[Saved data entries]
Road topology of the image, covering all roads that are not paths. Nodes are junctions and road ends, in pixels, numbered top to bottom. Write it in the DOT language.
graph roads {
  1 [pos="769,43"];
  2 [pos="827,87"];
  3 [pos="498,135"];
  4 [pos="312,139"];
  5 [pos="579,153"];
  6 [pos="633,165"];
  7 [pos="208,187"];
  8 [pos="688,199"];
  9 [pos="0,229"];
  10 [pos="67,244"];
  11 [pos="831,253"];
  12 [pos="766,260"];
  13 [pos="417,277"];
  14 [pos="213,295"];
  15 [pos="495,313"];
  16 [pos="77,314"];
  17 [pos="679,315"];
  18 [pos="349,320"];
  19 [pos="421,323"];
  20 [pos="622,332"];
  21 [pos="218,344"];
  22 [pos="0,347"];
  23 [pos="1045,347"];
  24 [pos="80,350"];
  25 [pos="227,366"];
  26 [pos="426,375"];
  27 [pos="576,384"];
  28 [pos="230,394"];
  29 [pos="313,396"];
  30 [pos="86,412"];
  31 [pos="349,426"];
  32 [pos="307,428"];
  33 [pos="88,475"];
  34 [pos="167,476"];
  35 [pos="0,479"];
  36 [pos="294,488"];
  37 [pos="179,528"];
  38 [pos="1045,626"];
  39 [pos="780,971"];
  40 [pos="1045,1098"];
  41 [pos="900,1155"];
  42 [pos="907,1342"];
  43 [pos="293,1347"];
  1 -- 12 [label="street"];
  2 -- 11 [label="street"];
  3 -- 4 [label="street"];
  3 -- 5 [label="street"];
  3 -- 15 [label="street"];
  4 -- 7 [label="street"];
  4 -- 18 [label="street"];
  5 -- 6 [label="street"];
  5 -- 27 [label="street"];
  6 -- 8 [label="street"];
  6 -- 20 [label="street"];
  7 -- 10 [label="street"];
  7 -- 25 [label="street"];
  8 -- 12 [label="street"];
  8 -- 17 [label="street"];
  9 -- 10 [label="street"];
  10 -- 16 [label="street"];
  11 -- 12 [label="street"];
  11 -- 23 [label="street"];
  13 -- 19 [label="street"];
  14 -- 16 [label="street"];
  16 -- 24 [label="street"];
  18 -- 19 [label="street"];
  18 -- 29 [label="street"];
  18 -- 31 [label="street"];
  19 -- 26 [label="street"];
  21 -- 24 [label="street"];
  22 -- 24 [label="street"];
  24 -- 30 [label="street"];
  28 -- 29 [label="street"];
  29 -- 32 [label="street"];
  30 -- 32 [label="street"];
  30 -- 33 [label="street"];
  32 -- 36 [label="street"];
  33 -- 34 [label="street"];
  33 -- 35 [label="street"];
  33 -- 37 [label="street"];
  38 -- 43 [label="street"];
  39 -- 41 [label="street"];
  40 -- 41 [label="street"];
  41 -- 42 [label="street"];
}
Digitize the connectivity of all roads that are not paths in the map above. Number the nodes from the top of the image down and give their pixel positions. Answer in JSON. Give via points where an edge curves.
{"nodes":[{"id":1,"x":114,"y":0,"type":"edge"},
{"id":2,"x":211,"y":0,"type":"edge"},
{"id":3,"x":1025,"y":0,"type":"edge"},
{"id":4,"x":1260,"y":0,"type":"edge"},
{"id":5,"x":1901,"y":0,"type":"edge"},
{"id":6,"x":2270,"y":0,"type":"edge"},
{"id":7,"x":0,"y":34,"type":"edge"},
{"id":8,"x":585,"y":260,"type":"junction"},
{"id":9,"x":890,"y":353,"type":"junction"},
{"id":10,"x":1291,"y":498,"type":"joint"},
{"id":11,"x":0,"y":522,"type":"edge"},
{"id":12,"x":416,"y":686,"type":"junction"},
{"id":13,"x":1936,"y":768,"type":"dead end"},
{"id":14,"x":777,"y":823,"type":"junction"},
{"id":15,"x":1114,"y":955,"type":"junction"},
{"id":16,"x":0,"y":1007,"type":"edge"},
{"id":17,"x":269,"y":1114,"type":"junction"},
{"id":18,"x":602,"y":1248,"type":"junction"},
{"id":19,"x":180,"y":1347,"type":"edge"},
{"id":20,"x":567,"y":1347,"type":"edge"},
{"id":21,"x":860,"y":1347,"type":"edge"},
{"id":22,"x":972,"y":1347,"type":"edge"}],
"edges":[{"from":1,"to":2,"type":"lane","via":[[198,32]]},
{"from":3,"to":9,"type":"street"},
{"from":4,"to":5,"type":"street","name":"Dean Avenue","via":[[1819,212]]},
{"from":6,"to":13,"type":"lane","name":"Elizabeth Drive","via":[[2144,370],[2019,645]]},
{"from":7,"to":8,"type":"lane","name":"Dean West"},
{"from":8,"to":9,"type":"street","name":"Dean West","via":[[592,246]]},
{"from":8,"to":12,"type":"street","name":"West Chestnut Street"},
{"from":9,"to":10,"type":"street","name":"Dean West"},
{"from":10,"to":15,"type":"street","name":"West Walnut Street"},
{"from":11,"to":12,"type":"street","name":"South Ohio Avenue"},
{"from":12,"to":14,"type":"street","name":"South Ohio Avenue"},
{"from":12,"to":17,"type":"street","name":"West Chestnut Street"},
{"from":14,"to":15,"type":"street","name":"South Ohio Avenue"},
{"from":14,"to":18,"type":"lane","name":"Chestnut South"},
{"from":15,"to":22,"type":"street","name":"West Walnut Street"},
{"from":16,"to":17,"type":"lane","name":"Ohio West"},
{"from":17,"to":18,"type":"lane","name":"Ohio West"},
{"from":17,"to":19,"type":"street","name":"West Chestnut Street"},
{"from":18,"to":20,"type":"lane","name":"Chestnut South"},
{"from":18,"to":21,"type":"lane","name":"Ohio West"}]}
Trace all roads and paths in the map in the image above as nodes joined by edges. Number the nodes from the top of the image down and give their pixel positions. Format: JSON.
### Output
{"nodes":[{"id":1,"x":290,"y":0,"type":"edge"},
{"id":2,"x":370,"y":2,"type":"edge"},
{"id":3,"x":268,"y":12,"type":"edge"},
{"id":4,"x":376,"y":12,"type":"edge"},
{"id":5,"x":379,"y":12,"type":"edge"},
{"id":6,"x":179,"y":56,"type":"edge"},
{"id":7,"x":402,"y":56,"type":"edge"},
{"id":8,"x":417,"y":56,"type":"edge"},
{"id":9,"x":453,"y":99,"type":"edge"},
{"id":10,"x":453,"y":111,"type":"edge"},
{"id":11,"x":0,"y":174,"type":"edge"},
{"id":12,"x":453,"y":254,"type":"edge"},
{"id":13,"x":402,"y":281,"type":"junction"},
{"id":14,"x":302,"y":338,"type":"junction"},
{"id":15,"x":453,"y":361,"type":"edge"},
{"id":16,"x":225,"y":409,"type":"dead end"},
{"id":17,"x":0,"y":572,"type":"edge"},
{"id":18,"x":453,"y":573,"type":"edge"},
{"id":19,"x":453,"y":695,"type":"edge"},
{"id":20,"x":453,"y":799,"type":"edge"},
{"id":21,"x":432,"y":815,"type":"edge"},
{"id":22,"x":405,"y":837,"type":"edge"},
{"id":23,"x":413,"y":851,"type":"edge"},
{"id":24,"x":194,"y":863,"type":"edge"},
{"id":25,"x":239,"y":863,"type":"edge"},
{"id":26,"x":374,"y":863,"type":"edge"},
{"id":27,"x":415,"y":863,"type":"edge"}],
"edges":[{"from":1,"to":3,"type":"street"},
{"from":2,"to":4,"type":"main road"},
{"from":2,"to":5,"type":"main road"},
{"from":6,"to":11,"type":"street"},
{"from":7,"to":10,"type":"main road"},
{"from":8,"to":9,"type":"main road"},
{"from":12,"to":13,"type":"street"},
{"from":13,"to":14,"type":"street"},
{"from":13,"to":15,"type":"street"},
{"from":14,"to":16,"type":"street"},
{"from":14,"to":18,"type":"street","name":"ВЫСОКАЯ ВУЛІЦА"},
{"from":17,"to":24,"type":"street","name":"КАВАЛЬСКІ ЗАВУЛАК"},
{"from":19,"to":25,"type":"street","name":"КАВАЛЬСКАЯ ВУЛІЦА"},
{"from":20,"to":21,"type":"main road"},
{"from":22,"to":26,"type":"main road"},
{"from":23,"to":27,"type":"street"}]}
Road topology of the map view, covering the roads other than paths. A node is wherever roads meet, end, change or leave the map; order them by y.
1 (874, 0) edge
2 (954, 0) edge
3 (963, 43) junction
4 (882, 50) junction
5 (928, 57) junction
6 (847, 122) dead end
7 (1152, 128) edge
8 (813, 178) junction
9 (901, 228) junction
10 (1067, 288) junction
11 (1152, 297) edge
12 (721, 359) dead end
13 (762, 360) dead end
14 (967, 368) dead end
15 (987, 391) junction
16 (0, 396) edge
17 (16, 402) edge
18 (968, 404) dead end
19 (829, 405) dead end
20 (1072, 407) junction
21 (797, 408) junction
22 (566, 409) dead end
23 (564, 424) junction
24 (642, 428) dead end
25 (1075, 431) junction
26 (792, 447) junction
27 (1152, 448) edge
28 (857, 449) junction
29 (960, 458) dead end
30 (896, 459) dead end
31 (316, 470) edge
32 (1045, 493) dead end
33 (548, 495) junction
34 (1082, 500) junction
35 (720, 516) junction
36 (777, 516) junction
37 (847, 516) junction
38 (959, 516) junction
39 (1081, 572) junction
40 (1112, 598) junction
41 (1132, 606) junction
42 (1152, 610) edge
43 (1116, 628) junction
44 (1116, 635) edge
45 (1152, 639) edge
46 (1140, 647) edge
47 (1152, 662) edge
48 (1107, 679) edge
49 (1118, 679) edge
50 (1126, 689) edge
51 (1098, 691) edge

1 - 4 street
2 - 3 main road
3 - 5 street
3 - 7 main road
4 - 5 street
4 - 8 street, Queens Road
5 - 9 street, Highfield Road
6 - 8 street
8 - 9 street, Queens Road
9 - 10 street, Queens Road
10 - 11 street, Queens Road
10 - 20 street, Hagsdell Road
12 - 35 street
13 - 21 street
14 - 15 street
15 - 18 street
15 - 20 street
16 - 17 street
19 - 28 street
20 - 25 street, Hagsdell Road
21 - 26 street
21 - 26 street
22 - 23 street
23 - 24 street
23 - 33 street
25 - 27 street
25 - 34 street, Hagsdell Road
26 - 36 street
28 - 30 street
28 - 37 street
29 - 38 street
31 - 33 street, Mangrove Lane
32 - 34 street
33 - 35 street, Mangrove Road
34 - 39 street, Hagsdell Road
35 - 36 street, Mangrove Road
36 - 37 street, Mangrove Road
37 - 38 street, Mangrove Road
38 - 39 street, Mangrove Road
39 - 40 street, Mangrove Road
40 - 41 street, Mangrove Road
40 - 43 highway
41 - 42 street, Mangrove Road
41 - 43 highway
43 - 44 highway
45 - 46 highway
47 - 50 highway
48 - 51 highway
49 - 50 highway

### Required work
If a line in the entries holds the string "Hagsdell", copy it.

### Written answer
10 - 20 street, Hagsdell Road
20 - 25 street, Hagsdell Road
25 - 34 street, Hagsdell Road
34 - 39 street, Hagsdell Road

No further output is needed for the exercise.